Los que se hallaban sentados cerca de él, al oír sus palabras lo miraron con asombro; uno se levantó, y, quitándose respetuosamente el sombrero, le dijo muy serio:

—Seguramente sois un hombre de gran erudición, Monsieur.

—¡Oh, no! —respondió el Consejero—. Sólo sé hablar de unas cuantas cosas que todo el mundo conoce.

—La modestia es una hermosa virtud —observó el otro—. Por lo demás, debo contestar a vuestro discurso:
mihi secus videtur
; pero dejo en suspenso mi juicio.

—¿Tendríais la bondad de decirme con quién tengo el honor de hablar? —preguntó el Consejero.

—Soy bachiller en Sagradas Escrituras —respondió el hombre.

Aquella respuesta bastó al magistrado; el título se correspondía con el traje. «Seguramente —pensó— se trata de algún viejo maestro de pueblo, un original de ésos que uno encuentra con frecuencia en Jutlandia».

—Aunque esto no es en realidad un
locus docendi
—prosiguió el hombre—, os ruego que os dignéis hablar. Indudablemente habéis leído mucho sobre la Antigüedad.

—Desde luego —contestó el Consejero—. Me gusta leer escritos antiguos y útiles, pero también soy aficionado a las cosas modernas, con excepción de esas historias triviales, tan abundantes en verdad.

—¿Historias triviales? —preguntó el bachiller.

—Sí, me refiero a estas novelas de hoy, tan corrientes.

—¡Oh! —dijo, sonriendo, el hombre—, sin embargo, tienen mucho ingenio y se leen en la Corte. El Rey gusta de modo particular de la novela del Señor de Iffven y el Señor Gaudian, con el rey Artús y los Caballeros de la Tabla Redonda; se ha reído no poco con sus altos dignatarios.

—Pues yo no la he leído —dijo el Consejero—. Debe de ser alguna edición recientísima de Heiberg.

—No —rectificó el otro—. No es de Heiberg, sino de Godofredo de Gehmen.

—Ya. ¿Así, éste es el autor? —preguntó el magistrado—. Es un nombre antiquísimo; así se llama el primer impresor que hubo en Dinamarca, ¿verdad?

—Sí, es nuestro primer impresor —asintió el hombre.

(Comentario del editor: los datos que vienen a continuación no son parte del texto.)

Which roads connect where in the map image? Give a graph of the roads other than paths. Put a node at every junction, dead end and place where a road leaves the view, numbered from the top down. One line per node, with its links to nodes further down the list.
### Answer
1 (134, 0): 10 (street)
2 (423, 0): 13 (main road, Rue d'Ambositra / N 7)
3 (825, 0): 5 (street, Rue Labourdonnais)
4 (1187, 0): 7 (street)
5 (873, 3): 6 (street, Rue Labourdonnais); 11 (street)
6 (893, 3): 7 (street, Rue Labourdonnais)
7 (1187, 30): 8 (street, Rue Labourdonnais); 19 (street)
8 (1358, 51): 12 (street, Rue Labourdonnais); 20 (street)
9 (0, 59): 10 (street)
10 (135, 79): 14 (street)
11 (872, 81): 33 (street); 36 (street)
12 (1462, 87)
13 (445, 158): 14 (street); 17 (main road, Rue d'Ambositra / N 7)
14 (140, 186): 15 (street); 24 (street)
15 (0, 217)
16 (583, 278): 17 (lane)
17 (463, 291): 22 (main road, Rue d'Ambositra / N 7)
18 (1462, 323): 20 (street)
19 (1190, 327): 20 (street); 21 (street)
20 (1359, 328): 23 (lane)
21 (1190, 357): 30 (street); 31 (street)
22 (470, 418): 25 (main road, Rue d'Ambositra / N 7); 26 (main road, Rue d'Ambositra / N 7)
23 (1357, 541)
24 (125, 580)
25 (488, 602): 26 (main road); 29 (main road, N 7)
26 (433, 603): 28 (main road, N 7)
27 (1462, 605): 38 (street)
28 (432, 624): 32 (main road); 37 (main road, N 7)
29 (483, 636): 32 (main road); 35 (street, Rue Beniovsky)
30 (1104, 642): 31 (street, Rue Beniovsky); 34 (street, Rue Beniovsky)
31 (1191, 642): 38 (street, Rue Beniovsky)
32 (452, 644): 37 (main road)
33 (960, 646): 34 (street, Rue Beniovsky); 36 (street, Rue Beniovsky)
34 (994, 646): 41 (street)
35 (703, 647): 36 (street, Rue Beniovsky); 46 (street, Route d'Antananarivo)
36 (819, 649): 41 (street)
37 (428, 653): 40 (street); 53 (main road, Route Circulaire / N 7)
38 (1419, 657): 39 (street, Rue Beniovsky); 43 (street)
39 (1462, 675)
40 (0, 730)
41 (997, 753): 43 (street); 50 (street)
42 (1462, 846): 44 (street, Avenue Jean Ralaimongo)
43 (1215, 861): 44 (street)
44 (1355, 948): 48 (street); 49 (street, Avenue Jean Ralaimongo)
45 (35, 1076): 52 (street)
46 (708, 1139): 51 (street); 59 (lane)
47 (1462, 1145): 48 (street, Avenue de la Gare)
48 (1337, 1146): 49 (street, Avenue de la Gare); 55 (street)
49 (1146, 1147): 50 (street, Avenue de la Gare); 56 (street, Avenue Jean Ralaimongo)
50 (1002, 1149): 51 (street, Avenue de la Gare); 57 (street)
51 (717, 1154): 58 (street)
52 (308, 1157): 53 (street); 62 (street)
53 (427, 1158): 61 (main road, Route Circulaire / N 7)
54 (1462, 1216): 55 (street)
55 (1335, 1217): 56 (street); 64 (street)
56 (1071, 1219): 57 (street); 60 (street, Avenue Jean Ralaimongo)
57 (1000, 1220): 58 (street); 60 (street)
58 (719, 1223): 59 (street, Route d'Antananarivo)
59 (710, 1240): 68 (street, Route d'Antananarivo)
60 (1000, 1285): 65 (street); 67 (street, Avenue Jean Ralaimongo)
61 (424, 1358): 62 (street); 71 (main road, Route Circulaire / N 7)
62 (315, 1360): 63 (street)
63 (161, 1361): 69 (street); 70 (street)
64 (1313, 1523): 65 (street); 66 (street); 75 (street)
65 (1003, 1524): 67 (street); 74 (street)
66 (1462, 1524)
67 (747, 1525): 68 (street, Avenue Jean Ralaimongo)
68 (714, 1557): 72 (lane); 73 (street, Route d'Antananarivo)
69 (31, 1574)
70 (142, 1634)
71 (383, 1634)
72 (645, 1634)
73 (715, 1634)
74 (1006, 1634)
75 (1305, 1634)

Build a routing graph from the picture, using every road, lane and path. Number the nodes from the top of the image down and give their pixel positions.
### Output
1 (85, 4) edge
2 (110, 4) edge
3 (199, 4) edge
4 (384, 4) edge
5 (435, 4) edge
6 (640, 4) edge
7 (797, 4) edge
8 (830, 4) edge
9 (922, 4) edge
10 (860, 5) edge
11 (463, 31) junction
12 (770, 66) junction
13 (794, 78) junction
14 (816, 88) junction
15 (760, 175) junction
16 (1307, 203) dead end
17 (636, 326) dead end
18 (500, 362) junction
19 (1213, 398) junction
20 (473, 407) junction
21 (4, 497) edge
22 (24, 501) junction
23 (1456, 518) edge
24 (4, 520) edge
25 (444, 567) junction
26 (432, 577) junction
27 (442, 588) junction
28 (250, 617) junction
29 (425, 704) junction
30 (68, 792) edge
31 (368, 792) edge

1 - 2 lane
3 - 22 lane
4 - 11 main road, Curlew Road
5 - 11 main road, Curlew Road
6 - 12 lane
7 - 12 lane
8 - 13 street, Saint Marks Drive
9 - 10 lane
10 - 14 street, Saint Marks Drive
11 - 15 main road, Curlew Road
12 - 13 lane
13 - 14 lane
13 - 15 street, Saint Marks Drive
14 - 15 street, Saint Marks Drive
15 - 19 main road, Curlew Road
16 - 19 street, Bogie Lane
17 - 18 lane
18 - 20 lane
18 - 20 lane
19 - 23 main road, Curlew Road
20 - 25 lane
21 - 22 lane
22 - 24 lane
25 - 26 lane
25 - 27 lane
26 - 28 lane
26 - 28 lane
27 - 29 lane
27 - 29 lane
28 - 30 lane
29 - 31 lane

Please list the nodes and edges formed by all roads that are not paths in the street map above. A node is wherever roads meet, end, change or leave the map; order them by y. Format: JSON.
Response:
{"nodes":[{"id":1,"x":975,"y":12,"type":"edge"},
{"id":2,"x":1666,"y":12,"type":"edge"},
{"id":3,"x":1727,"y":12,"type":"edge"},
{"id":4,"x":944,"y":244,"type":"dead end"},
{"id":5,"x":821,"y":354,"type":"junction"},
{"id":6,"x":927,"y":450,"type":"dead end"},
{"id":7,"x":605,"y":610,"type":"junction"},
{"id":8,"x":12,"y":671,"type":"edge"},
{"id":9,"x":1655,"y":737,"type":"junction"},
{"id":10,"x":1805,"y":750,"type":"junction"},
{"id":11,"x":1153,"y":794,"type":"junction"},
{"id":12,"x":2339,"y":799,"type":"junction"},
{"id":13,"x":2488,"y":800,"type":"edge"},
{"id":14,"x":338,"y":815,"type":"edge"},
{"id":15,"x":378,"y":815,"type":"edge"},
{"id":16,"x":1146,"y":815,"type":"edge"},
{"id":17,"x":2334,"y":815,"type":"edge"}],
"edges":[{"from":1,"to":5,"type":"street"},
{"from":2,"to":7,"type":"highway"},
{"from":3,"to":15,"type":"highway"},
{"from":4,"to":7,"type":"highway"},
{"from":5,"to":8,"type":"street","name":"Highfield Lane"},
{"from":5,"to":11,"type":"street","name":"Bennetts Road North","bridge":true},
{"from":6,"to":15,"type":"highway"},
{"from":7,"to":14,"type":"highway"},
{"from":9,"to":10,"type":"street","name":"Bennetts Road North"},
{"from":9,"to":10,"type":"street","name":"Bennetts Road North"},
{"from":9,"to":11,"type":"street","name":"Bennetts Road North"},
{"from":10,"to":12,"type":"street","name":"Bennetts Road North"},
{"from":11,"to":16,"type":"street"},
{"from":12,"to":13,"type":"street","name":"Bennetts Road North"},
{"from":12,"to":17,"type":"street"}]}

Hasta aquí todo marchaba sin tropiezos; luego, uno de los buenos burgueses se puso a hablar de la grave peste que se había declarado algunos años antes, refiriéndose a la de 1494; pero el Consejero creyó que se trataba de la epidemia de cólera, con lo cual la conversación prosiguió como sobre ruedas. La guerra de los piratas de 1490, tan reciente, salió a su vez a colación. Los corsarios ingleses habían capturado barcos en la rada, dijeron; y el Consejero, que había vivido los acontecimientos de 1801, se sumó a los vituperios contra los ingleses. El resto de la charla, en cambio, ya no discurrió tan llanamente, y en más de un momento pusieron los unos y el otro caras agrias; el buen bachiller resultaba demasiado ignorante, y las manifestaciones más simples del magistrado le sonaban a atrevidas y exageradas. Se consideraban mutuamente de reojo, y cuando las cosas se ponían demasiado tirantes, el bachiller hablaba en latín con la esperanza de ser mejor comprendido; pero nada se sacaba en limpio.

—¿Qué tal se siente? —preguntó la posadera tirando de la manga al Consejero. Entonces éste volvió a la realidad; en el calor de la discusión había olvidado por completo lo que antes le ocurriera.

—¡Dios mío! pero, ¿dónde estoy? —preguntó, sintiendo que le daba vueltas la cabeza.